We are probably going to rent out our house and find a place in Colorado. I don't know for sure though, we are still considering other places. Finally leaving this $%$&hole of Simi Valley. California is way too expensive.


----------



## labor of love (Aug 14, 2013)

colorado is very affordable. atleast in the parts ive traveled to.


----------



## boomchakabowwow (Aug 14, 2013)

i'm a bowhunter.. i would choose Denver.

i love the seasons. snow, etc. i think Seattle is the nicer looking place.


----------



## Vic Cardenas (Aug 14, 2013)

Denver for me. Born and Breed. Although, I must say I'm much happier living in SLC. And no, I'm not mormon.


----------



## Paradox (Aug 14, 2013)

apicius9 said:


> Doesn't it rain all the time in Seattle? Haven't been to either one but heard food things about both.
> 
> Stefan



OMG! It rains here ALL the time, don't listen to Drew he knows not of what he speaks. 

It's horrible all the rain we get, within a year or two you'll start growing webs on your feet and hands and I have seen some people begin to show signs of gills too. STAY AWAY!! You don't want to come to Seattle to live for sure! :whistling:


----------



## JBroida (Aug 14, 2013)

i miss being in denver... its a great city


----------



## Crothcipt (Aug 14, 2013)

As far as affordability, def. Denver. Like all big city's there is the rich and poor areas, but most of the front range is very affordable.


----------



## Korin_Mari (Aug 16, 2013)

Lucretia said:


> In the summer the Seattle area is very, VERY dry. If you like dry, you'll love the summer. The "rain" in winter is usually more like a heavy mist. Windshield wipers almost never go on faster than the intermittent setting. Actually, "summer" and "winter" seem very short, and spring and fall very long. Of all the places I've lived, this part of the country has the easiest weather to deal with and is comfortable for much more of the year.
> 
> Beautiful place, lots of outdoor activities. Great for gardening. Pricey, tho.

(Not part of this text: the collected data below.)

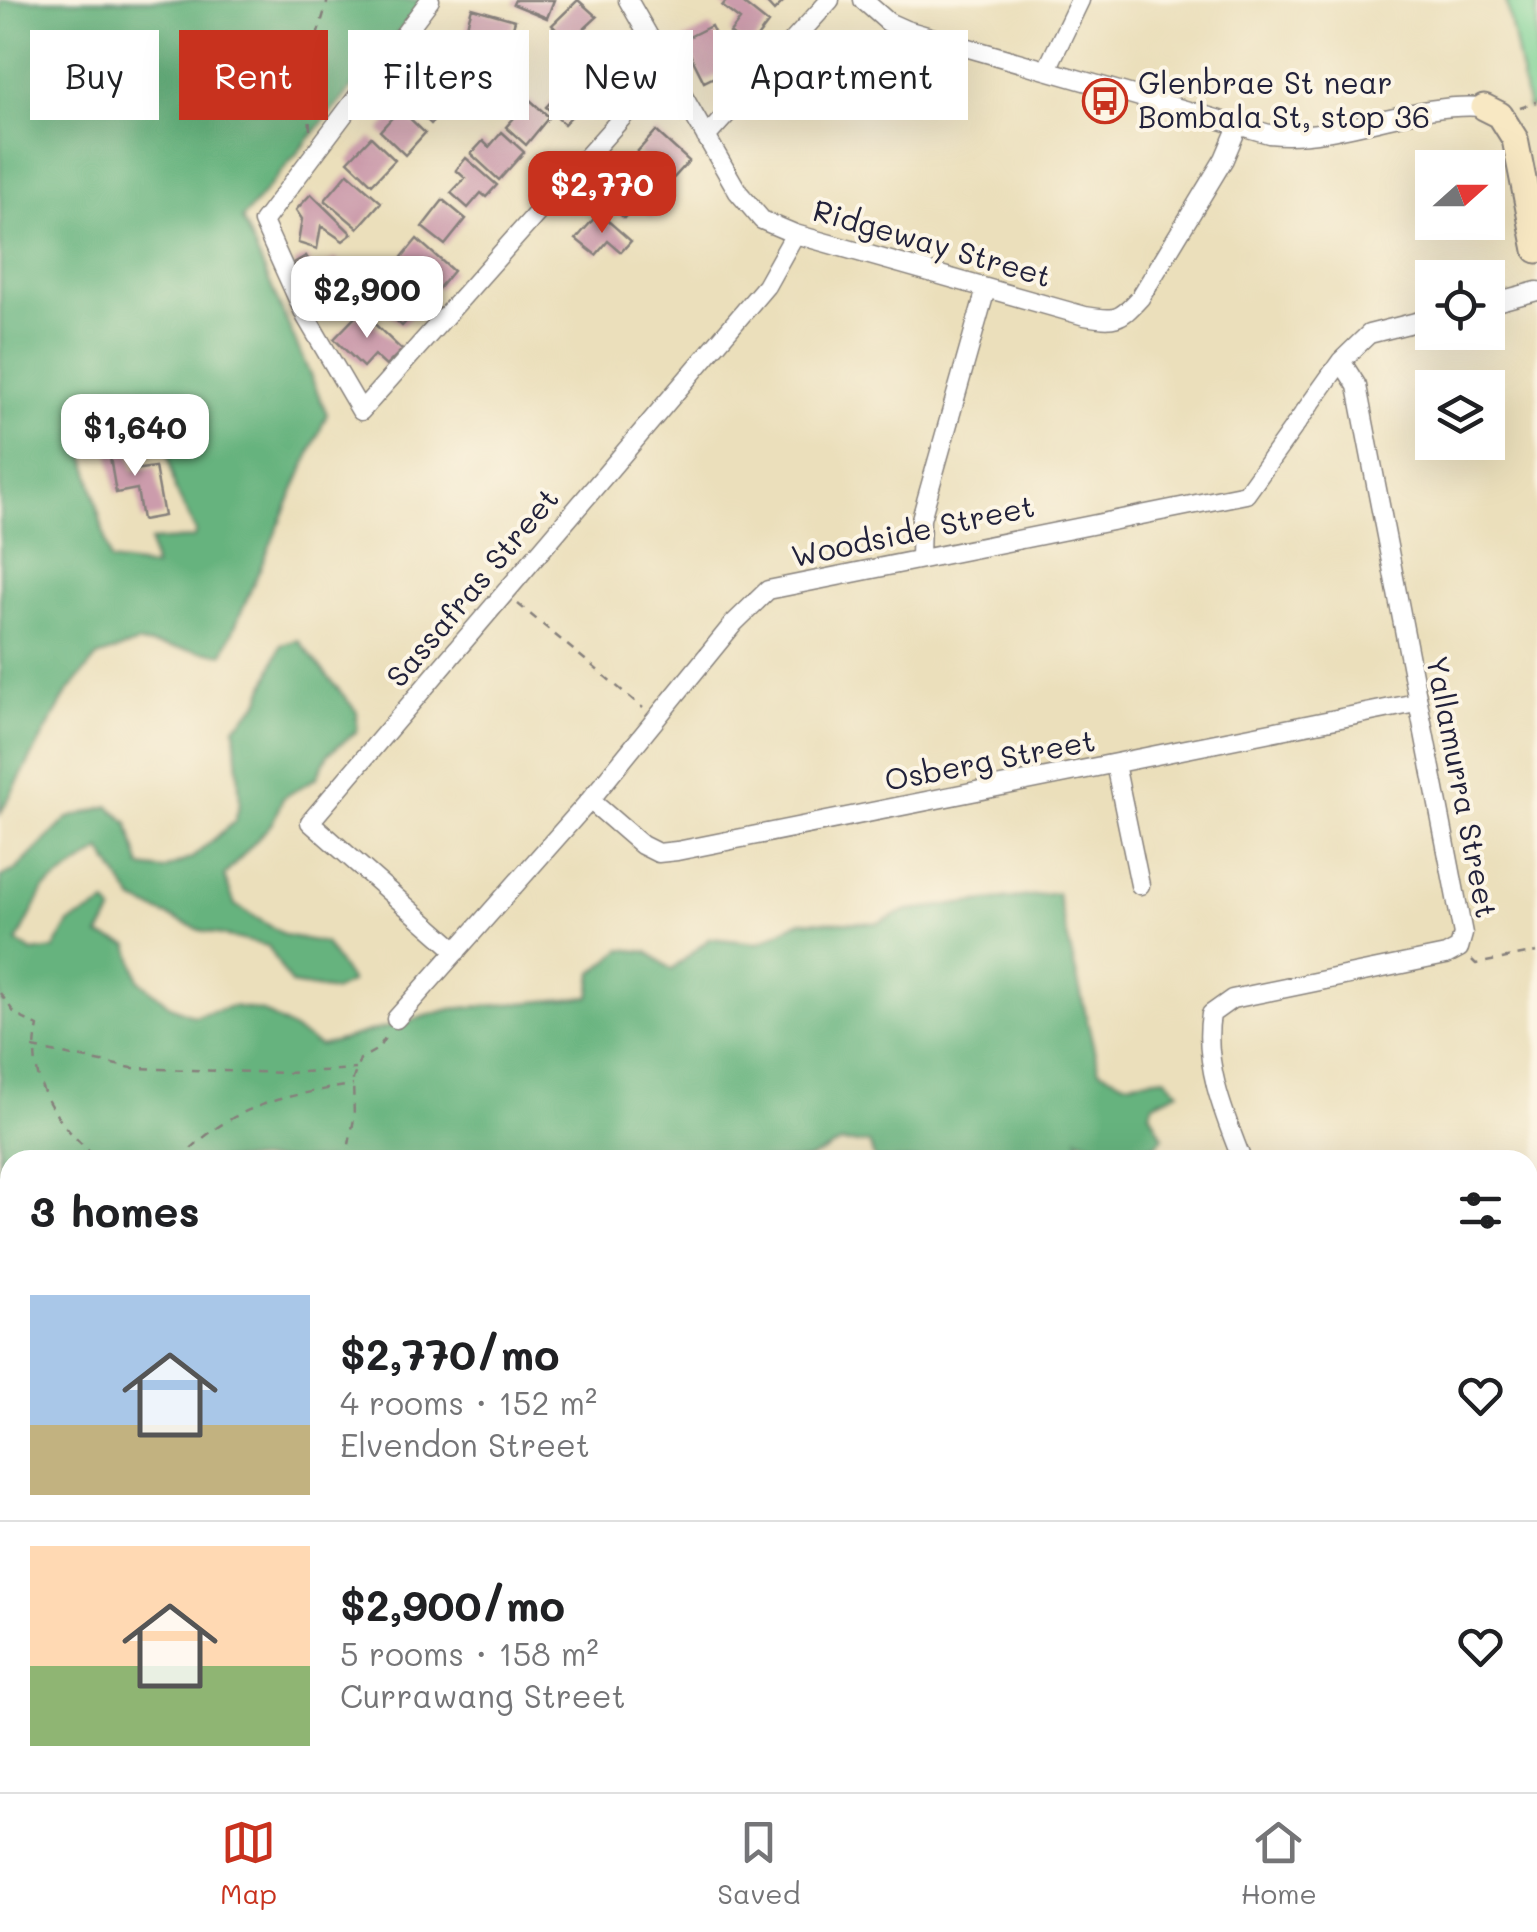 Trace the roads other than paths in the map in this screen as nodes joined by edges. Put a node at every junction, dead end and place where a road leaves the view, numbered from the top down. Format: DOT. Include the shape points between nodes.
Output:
graph roads {
  1 [pos="430,0"];
  2 [pos="628,0"];
  3 [pos="830,0"];
  4 [pos="863,0"];
  5 [pos="1080,0"];
  6 [pos="645,30"];
  7 [pos="1047,69"];
  8 [pos="1484,107"];
  9 [pos="693,115"];
  10 [pos="620,120"];
  11 [pos="1238,126"];
  12 [pos="706,137"];
  13 [pos="795,234"];
  14 [pos="1537,250"];
  15 [pos="986,289"];
  16 [pos="1537,291"];
  17 [pos="1505,299"];
  18 [pos="1415,322"];
  19 [pos="1341,360"];
  20 [pos="920,558"];
  21 [pos="1416,703"];
  22 [pos="1114,764"];
  23 [pos="590,800"];
  24 [pos="1140,885"];
  25 [pos="457,951"];
  26 [pos="396,1019"];
  27 [pos="1238,1150"];
  1 -- 10 [label="street" via="264,222 306,317 362,412"];
  2 -- 6 [label="street, Ridgeway Street"];
  3 -- 12 [label="street"];
  4 -- 7 [label="street" via="897,27"];
  5 -- 7 [label="street"];
  7 -- 11 [label="street"];
  8 -- 11 [label="street" via="1457,105 1295,136"];
  8 -- 14 [label="street" via="1500,115 1515,139"];
  9 -- 12 [label="street, Ridgeway Street"];
  11 -- 15 [label="street, Ridgeway Street" via="1126,314 1111,321"];
  12 -- 13 [label="street, Ridgeway Street" via="762,220"];
  13 -- 15 [label="street, Ridgeway Street"];
  13 -- 25 [label="street, Sassafras Street" via="766,286 310,822"];
  15 -- 20 [label="street" via="921,520"];
  16 -- 17 [label="street"];
  18 -- 19 [label="street, Woodside Street" via="1369,334"];
  19 -- 20 [label="street, Woodside Street" via="1246,494"];
  19 -- 21 [label="street, Yallamurra Street" via="1356,386"];
  20 -- 23 [label="street, Woodside Street" via="768,590"];
  21 -- 22 [label="street, Osberg Street"];
  21 -- 27 [label="street, Yallamurra Street" via="1463,934 1460,948 1232,999 1211,1014 1208,1035 1223,1111"];
  22 -- 23 [label="street, Osberg Street" via="658,853"];
  22 -- 24 [label="street"];
  23 -- 25 [label="street, Woodside Street"];
  25 -- 26 [label="street, Woodside Street"];
}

+1 Seattle is super nice during the summer, but yes pretty rainy. It's not heavy rain most of the time as Lucretia said, just misty. Seattle has a lot of wonderful markets and is really fun for anyone who cook. Many specialty stores.


----------



## xdrewsiferx (Aug 16, 2013)

Paradox said:


> OMG! It rains here ALL the time, don't listen to Drew he knows not of what he speaks.
> 
> It's horrible all the rain we get, within a year or two you'll start growing webs on your feet and hands and I have seen some people begin to show signs of gills too. STAY AWAY!! You don't want to come to Seattle to live for sure! :whistling:



Shhh dont tell him this! We need more webbed appendaged people!


----------



## SyndicateNova (Aug 16, 2013)

So Seattle only has two seasons then?


----------



## Lucretia (Aug 16, 2013)

Yep. Whinging about the weather and more whinging about the weather.


----------



## xdrewsiferx (Aug 16, 2013)

Hey it snows for a day... short season but its still a season


----------



## boomchakabowwow (Aug 17, 2013)

my Seattle friends complain about the weather all the time..when it is awful and wet, they complain.

when the weather is beautiful and dry..they complain that it wont last.. it is very funny.


----------